What is being asked | In the entries that follow, copy exactly each line from the first through the line with "Build a routing".
====
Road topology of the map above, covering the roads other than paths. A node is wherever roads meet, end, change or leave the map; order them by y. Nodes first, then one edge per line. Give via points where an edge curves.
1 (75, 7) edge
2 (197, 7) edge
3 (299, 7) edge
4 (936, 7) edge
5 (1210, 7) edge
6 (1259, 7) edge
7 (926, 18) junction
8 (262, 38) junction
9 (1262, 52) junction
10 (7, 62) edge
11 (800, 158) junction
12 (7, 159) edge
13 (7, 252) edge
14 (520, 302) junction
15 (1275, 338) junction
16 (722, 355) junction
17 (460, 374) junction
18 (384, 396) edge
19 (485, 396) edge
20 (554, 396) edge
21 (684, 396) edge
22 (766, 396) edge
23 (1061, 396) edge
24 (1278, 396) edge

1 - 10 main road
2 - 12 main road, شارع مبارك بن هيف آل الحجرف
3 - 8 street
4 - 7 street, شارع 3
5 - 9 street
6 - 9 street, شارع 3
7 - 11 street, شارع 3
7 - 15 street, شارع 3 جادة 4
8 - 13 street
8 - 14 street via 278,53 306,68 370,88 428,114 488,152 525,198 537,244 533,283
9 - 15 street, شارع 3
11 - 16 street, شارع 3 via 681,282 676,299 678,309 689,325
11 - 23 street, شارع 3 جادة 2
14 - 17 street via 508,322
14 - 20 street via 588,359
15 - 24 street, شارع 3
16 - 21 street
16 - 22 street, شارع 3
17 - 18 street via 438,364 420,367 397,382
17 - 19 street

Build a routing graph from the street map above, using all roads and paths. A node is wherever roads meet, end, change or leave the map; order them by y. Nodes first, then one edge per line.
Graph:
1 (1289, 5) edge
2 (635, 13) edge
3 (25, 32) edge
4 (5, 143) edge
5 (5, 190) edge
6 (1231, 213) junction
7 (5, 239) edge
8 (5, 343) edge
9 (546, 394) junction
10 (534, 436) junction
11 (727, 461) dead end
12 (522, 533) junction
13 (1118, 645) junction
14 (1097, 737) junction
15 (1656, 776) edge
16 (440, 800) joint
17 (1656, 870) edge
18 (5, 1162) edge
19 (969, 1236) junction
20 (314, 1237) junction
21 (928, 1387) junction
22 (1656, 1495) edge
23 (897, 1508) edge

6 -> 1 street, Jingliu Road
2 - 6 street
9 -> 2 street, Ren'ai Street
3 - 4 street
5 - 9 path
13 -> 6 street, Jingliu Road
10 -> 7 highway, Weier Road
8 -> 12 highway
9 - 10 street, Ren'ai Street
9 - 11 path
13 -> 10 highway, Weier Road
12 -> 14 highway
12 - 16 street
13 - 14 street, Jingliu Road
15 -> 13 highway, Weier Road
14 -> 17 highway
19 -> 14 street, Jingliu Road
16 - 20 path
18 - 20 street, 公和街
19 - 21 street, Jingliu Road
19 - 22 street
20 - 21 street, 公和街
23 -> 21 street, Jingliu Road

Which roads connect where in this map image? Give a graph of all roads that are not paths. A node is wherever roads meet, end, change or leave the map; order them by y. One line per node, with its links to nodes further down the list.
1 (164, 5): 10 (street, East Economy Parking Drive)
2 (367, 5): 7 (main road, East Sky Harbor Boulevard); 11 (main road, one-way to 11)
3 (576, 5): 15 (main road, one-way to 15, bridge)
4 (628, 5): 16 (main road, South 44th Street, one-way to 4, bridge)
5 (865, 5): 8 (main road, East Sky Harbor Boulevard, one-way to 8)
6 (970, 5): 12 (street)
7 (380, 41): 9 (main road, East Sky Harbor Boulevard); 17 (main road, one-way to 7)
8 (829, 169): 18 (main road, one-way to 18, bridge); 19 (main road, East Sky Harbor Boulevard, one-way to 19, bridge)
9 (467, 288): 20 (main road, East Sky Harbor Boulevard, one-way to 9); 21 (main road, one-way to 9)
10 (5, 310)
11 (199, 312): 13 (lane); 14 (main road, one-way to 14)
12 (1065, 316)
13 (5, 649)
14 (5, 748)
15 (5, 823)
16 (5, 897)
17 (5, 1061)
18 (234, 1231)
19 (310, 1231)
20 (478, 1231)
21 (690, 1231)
====
Response below |
Road topology of the map above, covering the roads other than paths. A node is wherever roads meet, end, change or leave the map; order them by y. Nodes first, then one edge per line. Give via points where an edge curves.
1 (75, 7) edge
2 (197, 7) edge
3 (299, 7) edge
4 (936, 7) edge
5 (1210, 7) edge
6 (1259, 7) edge
7 (926, 18) junction
8 (262, 38) junction
9 (1262, 52) junction
10 (7, 62) edge
11 (800, 158) junction
12 (7, 159) edge
13 (7, 252) edge
14 (520, 302) junction
15 (1275, 338) junction
16 (722, 355) junction
17 (460, 374) junction
18 (384, 396) edge
19 (485, 396) edge
20 (554, 396) edge
21 (684, 396) edge
22 (766, 396) edge
23 (1061, 396) edge
24 (1278, 396) edge

1 - 10 main road
2 - 12 main road, شارع مبارك بن هيف آل الحجرف
3 - 8 street
4 - 7 street, شارع 3
5 - 9 street
6 - 9 street, شارع 3
7 - 11 street, شارع 3
7 - 15 street, شارع 3 جادة 4
8 - 13 street
8 - 14 street via 278,53 306,68 370,88 428,114 488,152 525,198 537,244 533,283
9 - 15 street, شارع 3
11 - 16 street, شارع 3 via 681,282 676,299 678,309 689,325
11 - 23 street, شارع 3 جادة 2
14 - 17 street via 508,322
14 - 20 street via 588,359
15 - 24 street, شارع 3
16 - 21 street
16 - 22 street, شارع 3
17 - 18 street via 438,364 420,367 397,382
17 - 19 street

Build a routing graph from the street map above, using all roads and paths. A node is wherever roads meet, end, change or leave the map; order them by y. Nodes first, then one edge per line.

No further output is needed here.